SOURCE RECORDS:
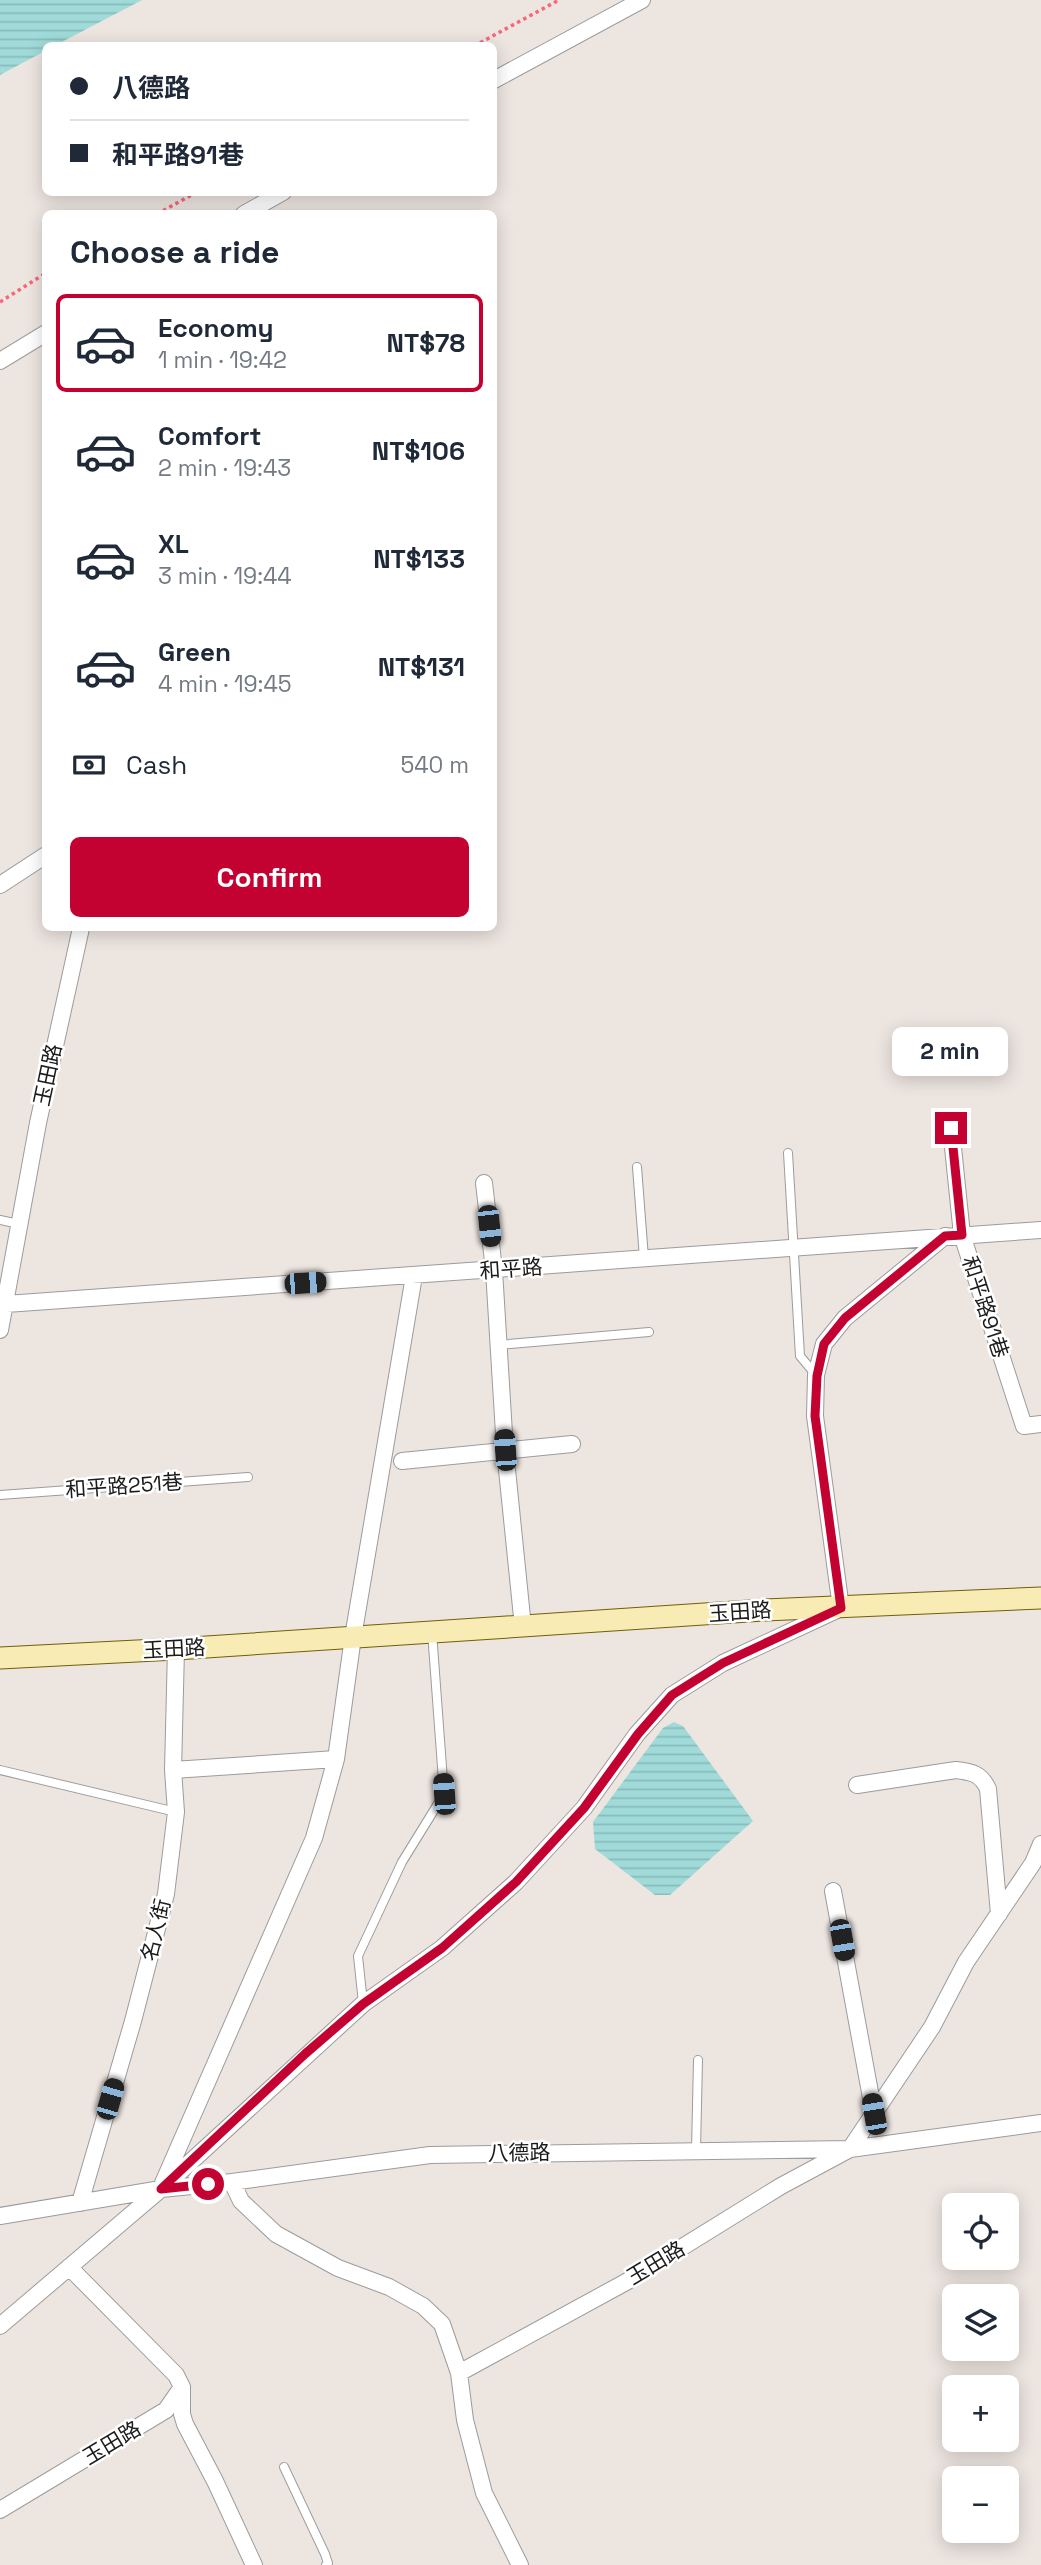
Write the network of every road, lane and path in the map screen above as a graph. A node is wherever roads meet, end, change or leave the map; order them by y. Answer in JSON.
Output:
{"nodes":[{"id":1,"x":559,"y":0,"type":"edge"},
{"id":2,"x":642,"y":0,"type":"edge"},
{"id":3,"x":481,"y":42,"type":"edge"},
{"id":4,"x":497,"y":78,"type":"edge"},
{"id":5,"x":190,"y":196,"type":"edge"},
{"id":6,"x":276,"y":196,"type":"edge"},
{"id":7,"x":164,"y":210,"type":"edge"},
{"id":8,"x":251,"y":210,"type":"edge"},
{"id":9,"x":42,"y":276,"type":"edge"},
{"id":10,"x":0,"y":302,"type":"edge"},
{"id":11,"x":42,"y":335,"type":"edge"},
{"id":12,"x":0,"y":361,"type":"edge"},
{"id":13,"x":42,"y":859,"type":"edge"},
{"id":14,"x":0,"y":885,"type":"edge"},
{"id":15,"x":80,"y":931,"type":"edge"},
{"id":16,"x":951,"y":1128,"type":"dead end"},
{"id":17,"x":788,"y":1153,"type":"dead end"},
{"id":18,"x":637,"y":1167,"type":"dead end"},
{"id":19,"x":484,"y":1183,"type":"dead end"},
{"id":20,"x":0,"y":1220,"type":"edge"},
{"id":21,"x":19,"y":1224,"type":"junction"},
{"id":22,"x":1041,"y":1230,"type":"edge"},
{"id":23,"x":962,"y":1235,"type":"junction"},
{"id":24,"x":945,"y":1236,"type":"junction"},
{"id":25,"x":795,"y":1247,"type":"junction"},
{"id":26,"x":644,"y":1259,"type":"junction"},
{"id":27,"x":494,"y":1270,"type":"junction"},
{"id":28,"x":414,"y":1276,"type":"junction"},
{"id":29,"x":6,"y":1304,"type":"junction"},
{"id":30,"x":0,"y":1330,"type":"edge"},
{"id":31,"x":649,"y":1332,"type":"dead end"},
{"id":32,"x":498,"y":1345,"type":"junction"},
{"id":33,"x":817,"y":1376,"type":"junction"},
{"id":34,"x":1041,"y":1424,"type":"edge"},
{"id":35,"x":572,"y":1444,"type":"dead end"},
{"id":36,"x":505,"y":1450,"type":"junction"},
{"id":37,"x":401,"y":1461,"type":"dead end"},
{"id":38,"x":248,"y":1477,"type":"dead end"},
{"id":39,"x":0,"y":1495,"type":"edge"},
{"id":40,"x":1041,"y":1598,"type":"edge"},
{"id":41,"x":841,"y":1608,"type":"junction"},
{"id":42,"x":523,"y":1627,"type":"junction"},
{"id":43,"x":432,"y":1632,"type":"junction"},
{"id":44,"x":353,"y":1637,"type":"junction"},
{"id":45,"x":176,"y":1649,"type":"junction"},
{"id":46,"x":0,"y":1658,"type":"edge"},
{"id":47,"x":336,"y":1759,"type":"junction"},
{"id":48,"x":0,"y":1770,"type":"edge"},
{"id":49,"x":173,"y":1770,"type":"junction"},
{"id":50,"x":857,"y":1784,"type":"dead end"},
{"id":51,"x":176,"y":1812,"type":"junction"},
{"id":52,"x":1041,"y":1844,"type":"edge"},
{"id":53,"x":833,"y":1891,"type":"dead end"},
{"id":54,"x":999,"y":1914,"type":"junction"},
{"id":55,"x":363,"y":2004,"type":"junction"},
{"id":56,"x":698,"y":2060,"type":"dead end"},
{"id":57,"x":874,"y":2114,"type":"junction"},
{"id":58,"x":1041,"y":2123,"type":"edge"},
{"id":59,"x":850,"y":2149,"type":"junction"},
{"id":60,"x":696,"y":2150,"type":"junction"},
{"id":61,"x":232,"y":2182,"type":"junction"},
{"id":62,"x":161,"y":2189,"type":"junction"},
{"id":63,"x":80,"y":2203,"type":"junction"},
{"id":64,"x":0,"y":2216,"type":"edge"},
{"id":65,"x":69,"y":2267,"type":"junction"},
{"id":66,"x":0,"y":2326,"type":"edge"},
{"id":67,"x":459,"y":2373,"type":"junction"},
{"id":68,"x":182,"y":2387,"type":"junction"},
{"id":69,"x":284,"y":2467,"type":"dead end"},
{"id":70,"x":0,"y":2510,"type":"edge"},
{"id":71,"x":254,"y":2565,"type":"edge"},
{"id":72,"x":327,"y":2565,"type":"edge"},
{"id":73,"x":520,"y":2565,"type":"edge"}],
"edges":[{"from":1,"to":3,"type":"path"},
{"from":2,"to":4,"type":"street"},
{"from":5,"to":7,"type":"path"},
{"from":6,"to":8,"type":"street"},
{"from":9,"to":10,"type":"path"},
{"from":11,"to":12,"type":"street"},
{"from":13,"to":14,"type":"street"},
{"from":15,"to":21,"type":"street","name":"玉田路"},
{"from":16,"to":23,"type":"street","name":"和平路91巷"},
{"from":17,"to":25,"type":"lane"},
{"from":18,"to":26,"type":"lane"},
{"from":19,"to":27,"type":"street"},
{"from":20,"to":21,"type":"lane"},
{"from":21,"to":29,"type":"street","name":"玉田路"},
{"from":22,"to":23,"type":"street","name":"和平路"},
{"from":23,"to":24,"type":"street","name":"和平路"},
{"from":23,"to":34,"type":"street","name":"和平路91巷"},
{"from":24,"to":25,"type":"street","name":"和平路"},
{"from":24,"to":33,"type":"street"},
{"from":25,"to":26,"type":"street","name":"和平路"},
{"from":25,"to":33,"type":"lane"},
{"from":26,"to":27,"type":"street","name":"和平路"},
{"from":27,"to":28,"type":"street","name":"和平路"},
{"from":27,"to":32,"type":"street"},
{"from":28,"to":29,"type":"street","name":"和平路"},
{"from":28,"to":44,"type":"street"},
{"from":29,"to":30,"type":"street"},
{"from":31,"to":32,"type":"lane"},
{"from":32,"to":36,"type":"street"},
{"from":33,"to":41,"type":"street"},
{"from":35,"to":36,"type":"street"},
{"from":36,"to":37,"type":"street"},
{"from":36,"to":42,"type":"street"},
{"from":38,"to":39,"type":"lane","name":"和平路251巷"},
{"from":40,"to":41,"type":"street","name":"玉田路"},
{"from":41,"to":42,"type":"street","name":"玉田路"},
{"from":41,"to":55,"type":"street"},
{"from":42,"to":43,"type":"street","name":"玉田路"},
{"from":43,"to":44,"type":"street","name":"玉田路"},
{"from":43,"to":55,"type":"lane"},
{"from":44,"to":45,"type":"street","name":"玉田路"},
{"from":44,"to":47,"type":"street"},
{"from":45,"to":46,"type":"street","name":"玉田路"},
{"from":45,"to":49,"type":"street","name":"名人街"},
{"from":47,"to":49,"type":"street"},
{"from":47,"to":62,"type":"street"},
{"from":48,"to":51,"type":"lane"},
{"from":49,"to":51,"type":"street","name":"名人街"},
{"from":50,"to":54,"type":"street"},
{"from":51,"to":63,"type":"street","name":"名人街"},
{"from":52,"to":54,"type":"street"},
{"from":53,"to":57,"type":"street"},
{"from":54,"to":57,"type":"street"},
{"from":55,"to":62,"type":"street"},
{"from":56,"to":60,"type":"lane"},
{"from":57,"to":59,"type":"street"},
{"from":58,"to":59,"type":"street","name":"八德路"},
{"from":59,"to":60,"type":"street","name":"八德路"},
{"from":59,"to":67,"type":"street","name":"玉田路"},
{"from":60,"to":61,"type":"street","name":"八德路"},
{"from":61,"to":62,"type":"street","name":"八德路"},
{"from":61,"to":67,"type":"street"},
{"from":62,"to":63,"type":"street","name":"八德路"},
{"from":62,"to":65,"type":"street"},
{"from":63,"to":64,"type":"street","name":"八德路"},
{"from":65,"to":66,"type":"street"},
{"from":65,"to":68,"type":"street"},
{"from":67,"to":73,"type":"street"},
{"from":68,"to":70,"type":"street","name":"玉田路"},
{"from":68,"to":71,"type":"street"},
{"from":69,"to":72,"type":"lane"}]}
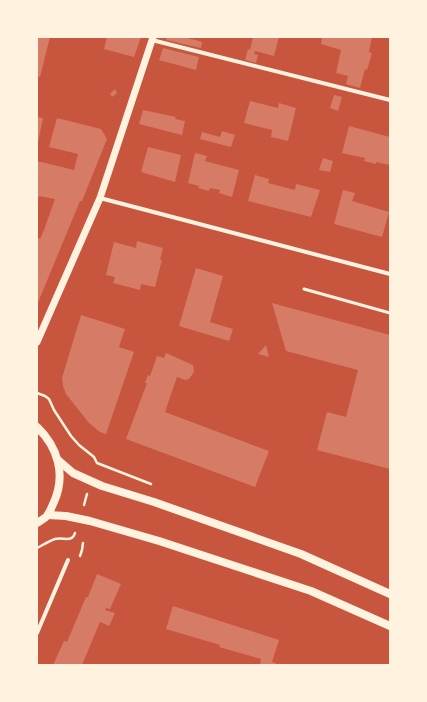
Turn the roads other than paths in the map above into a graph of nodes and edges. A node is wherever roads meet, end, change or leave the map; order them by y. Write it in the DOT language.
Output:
graph roads {
  1 [pos="153,38"];
  2 [pos="390,100"];
  3 [pos="100,198"];
  4 [pos="390,274"];
  5 [pos="304,290"];
  6 [pos="390,312"];
  7 [pos="37,342"];
  8 [pos="37,427"];
  9 [pos="58,460"];
  10 [pos="48,515"];
  11 [pos="37,523"];
  12 [pos="68,560"];
  13 [pos="390,594"];
  14 [pos="390,626"];
  15 [pos="37,633"];
  1 -- 2 [label="street"];
  1 -- 3 [label="street"];
  3 -- 4 [label="street"];
  3 -- 7 [label="street"];
  5 -- 6 [label="lane"];
  8 -- 9 [label="main road"];
  9 -- 10 [label="main road"];
  9 -- 13 [label="main road"];
  10 -- 11 [label="main road"];
  10 -- 14 [label="main road"];
  12 -- 15 [label="street"];
}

TO DO:
Find out how many lines of the listing above include the word "edges", and give that number alone.

ANSWER BELOW:
2